After obtaining a Bachelor’s degree in Egyptology, Lotje decided she was not done with studying. She explored the possibilities of combining her second degree programme in Art History with her real passion of playing percussion. The solution was the PM programme, in which she studies at both Leiden University and the Royal Conservatoire. ‘Most people start by taking lessons in percussion and then join orchestras, but I took the opposite direction. Since I was 7 years old, I have played piano. During a summer course I became enchanted by the orchestra, and I was disappointed because as a pianist you are not able to have a standard position in an orchestra. However later, an other participant of the course asked whether I would like to join a youth orchestra as a percussionist. After joining in a few rehearsals, that were also an audition for me, I was invited to stay on.

When I started studying in Leiden, I wanted to join a student orchestra, also as a percussionist. The orchestra had no timpanist and I was asked to play that instrument. Things snowballed from there. I received more and more requests to perform in project orchestras. It became increasingly clear how important a part music plays in my life. I auditioned in The Hague and was admitted to the Conservatoire, where I now specialise in timpani and marimba. As a timpanist you provide a fundamental basis to the music. You don’t play a solo or a melody, but give the music a feeling or mood. I therefore always try to identify what suits the music and what I want to say.’

Lotje: 'I would really like to continue combining these two disciplines.'

Combination of two worlds
‘This PM programme, which combines academic studies and a programme at the Conservatoire, is unique in the Netherlands. That gives me the motivation to devote all my energy to it. Having been given this opportunity, I am determined to grab it with both hands. PM demands a lot of discipline, you have to be committed and able to plan properly. But making music gives me so much pleasure that it never feels like a burden to me. Music takes me out of myself and my studies in Art History also go even better as a result.’

Lotje observes that her studies also complement each other. ‘I followed a course in modern art in the Art History programme last year: it was about Kandinsky, and his correspondence with Schönberg was mentioned. A week later my teacher of music history at the Conservatoire covered precisely the same subject. I then studied the subject in more depth for a thesis. All of the literature I read was written from the perspective of either an art historian or a music theoretician. That gave me the idea that I could add something genuinely new because of my deep knowledge of both worlds. I would really like to continue combining these two disciplines.’

Concerts and networks
PM students can join in projects organised by the various departments in the Conservatoire, as well as projects specifically for PM students. ‘I had only been involved in the PM programme for a short time when I was asked to play Beethoven 4 with the Early Music department. Also, there are a lot of possibilities to play together with other students, and of course with the PM orchestra.

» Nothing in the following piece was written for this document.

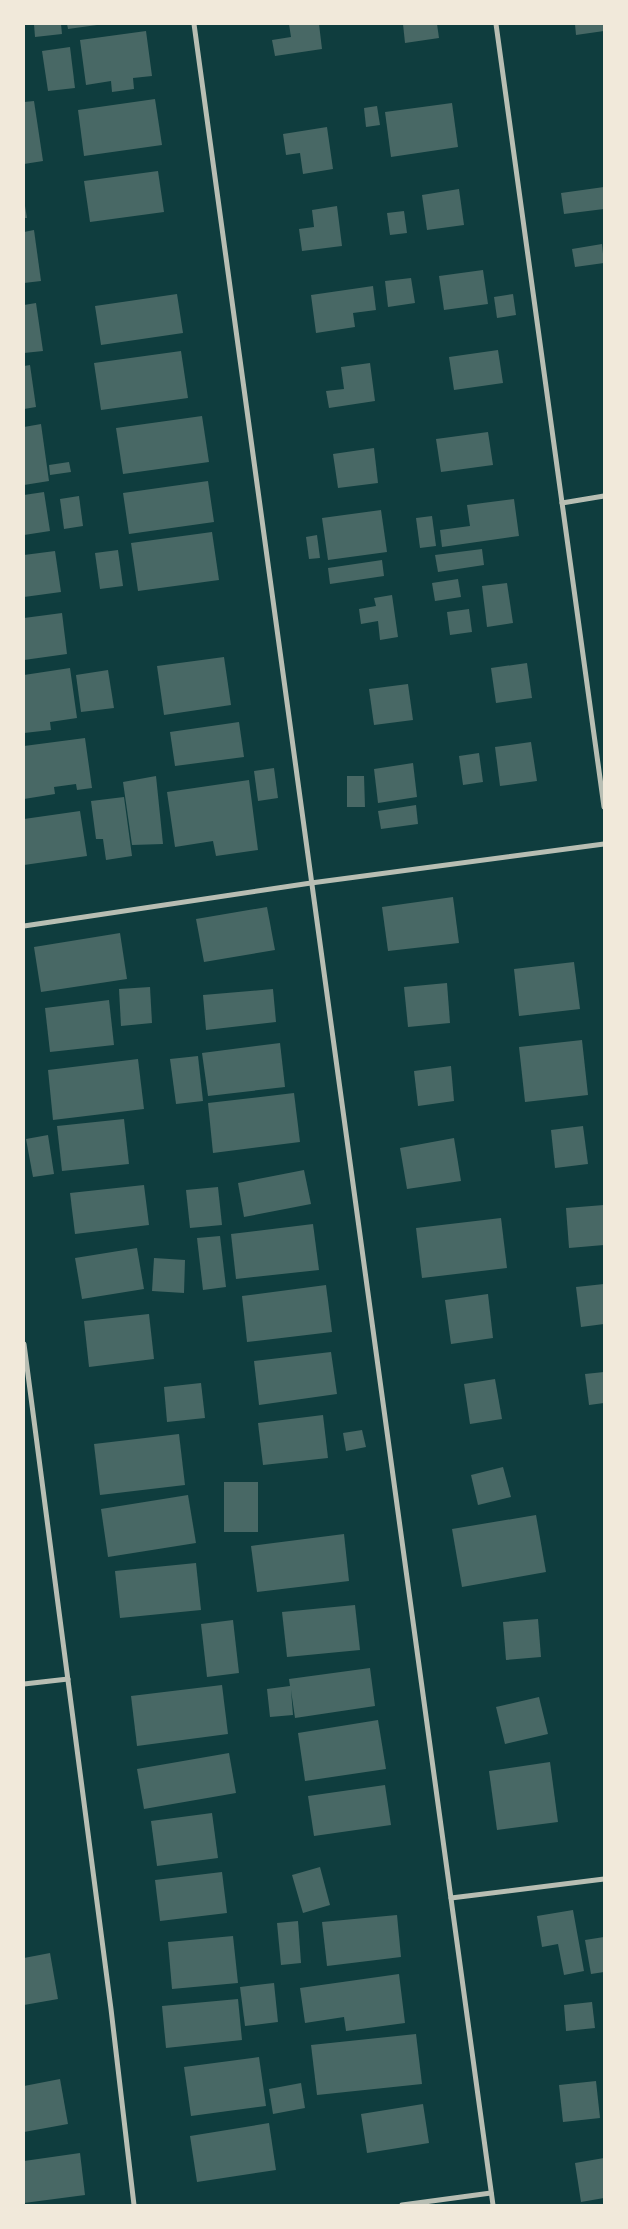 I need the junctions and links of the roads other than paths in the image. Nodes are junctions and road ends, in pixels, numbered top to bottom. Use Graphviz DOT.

I also play with a number of orchestras outside the school. I try to play as often as possible: people need to know you if you want to be asked to perform as a percussionist. And that applies not only to musicians: a network is also very important for art historians. It is always important to show how dedicated you are.’

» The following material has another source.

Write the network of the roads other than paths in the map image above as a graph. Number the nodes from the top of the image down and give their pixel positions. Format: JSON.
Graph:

Lotje: 'I try to play as often as possible: people need to know you if you want to be asked to perform as a percussionist. And that applies not only to musicians: a network is also very important for art historians. It is always important to show how dedicated you are.'

Close-knit community
The PM community is a diverse group, with students who play a variety of instruments and study a wide range of subjects in Leiden. ‘The Conservatoire in general is a very close-knit community, and PM forms a small, very tight group within it. Everyone fits in, whether they are introvert or extrovert. And because through PM you already know a lot of people who play different instruments, it is easy to form ensembles.

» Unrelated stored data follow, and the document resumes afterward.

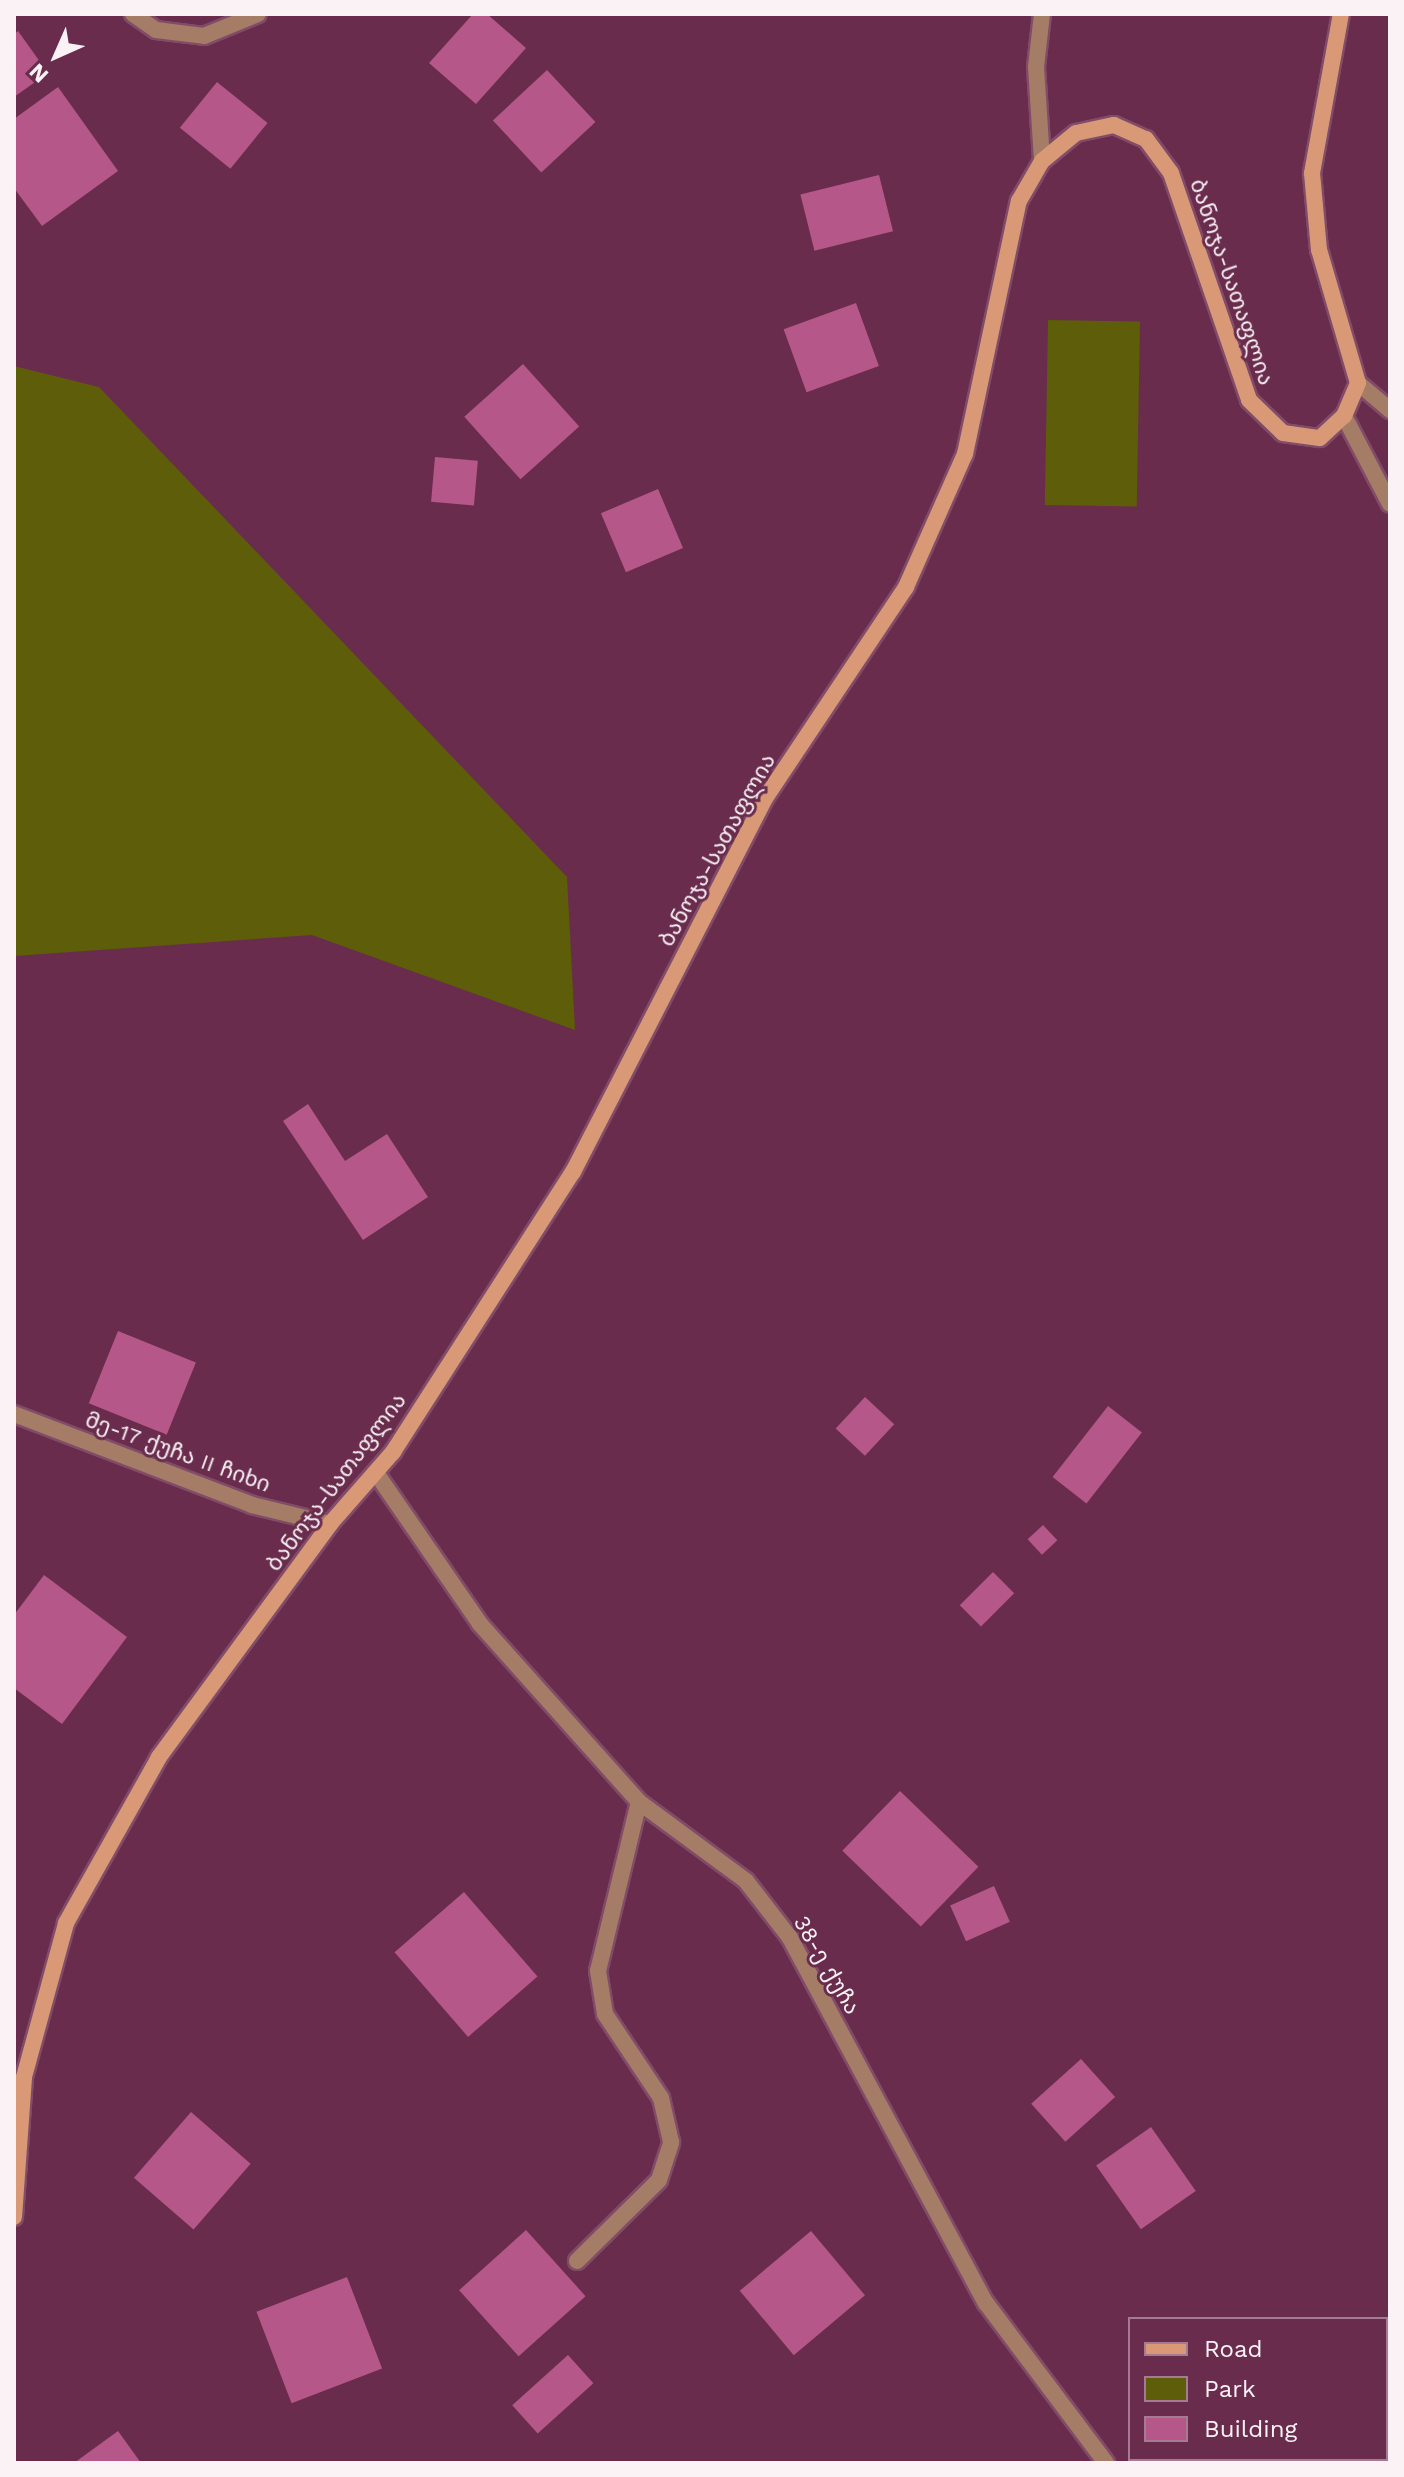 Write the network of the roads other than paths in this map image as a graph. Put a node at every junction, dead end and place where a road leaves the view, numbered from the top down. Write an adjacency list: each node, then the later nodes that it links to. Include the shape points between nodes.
1 (133, 14): 2 (street, via 156,30 204,36)
2 (258, 14)
3 (1042, 14): 5 (street, via 1036,67)
4 (1341, 14): 6 (street, via 1312,173 1319,250)
5 (1042, 161): 8 (street, ბანოჯა-სათაფლია, via 1076,133 1114,125 1146,139 1171,173 1249,400 1283,433 1320,438); 11 (street, ბანოჯა-სათაფლია, via 1019,201 965,454 906,587 766,797 573,1172)
6 (1358, 383): 7 (street); 8 (street)
7 (1390, 410)
8 (1344, 416): 9 (street)
9 (1390, 504)
10 (14, 1414): 12 (street, მე-17 ქუჩა II ჩიხი, via 252,1505)
11 (376, 1473): 12 (street, ბანოჯა-სათაფლია); 13 (street, 38-ე ქუჩა, via 480,1624)
12 (330, 1524): 14 (street, ბანოჯა-სათაფლია, via 159,1757 66,1923)
13 (639, 1802): 16 (street, via 598,1971 605,2014 661,2098 671,2142 659,2180); 17 (street, 38-ე ქუჩა, via 746,1881 790,1938 986,2303)
14 (19, 2076): 15 (street, ბანოჯა-სათაფლია)
15 (14, 2217)
16 (577, 2261)
17 (1106, 2463)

Playing percussion has also forced me to come out of my shell. You are always audible, so you have to go full out. However, you don’t need enormous self-confidence for this study programme, I’m not always confident myself. But motivation and perseverance are essential. At the Conservatoire I have learned that I can do more than I think I can. It is not about whether you can or can’t do something. You know you can. You just have to find the best way of doing it.’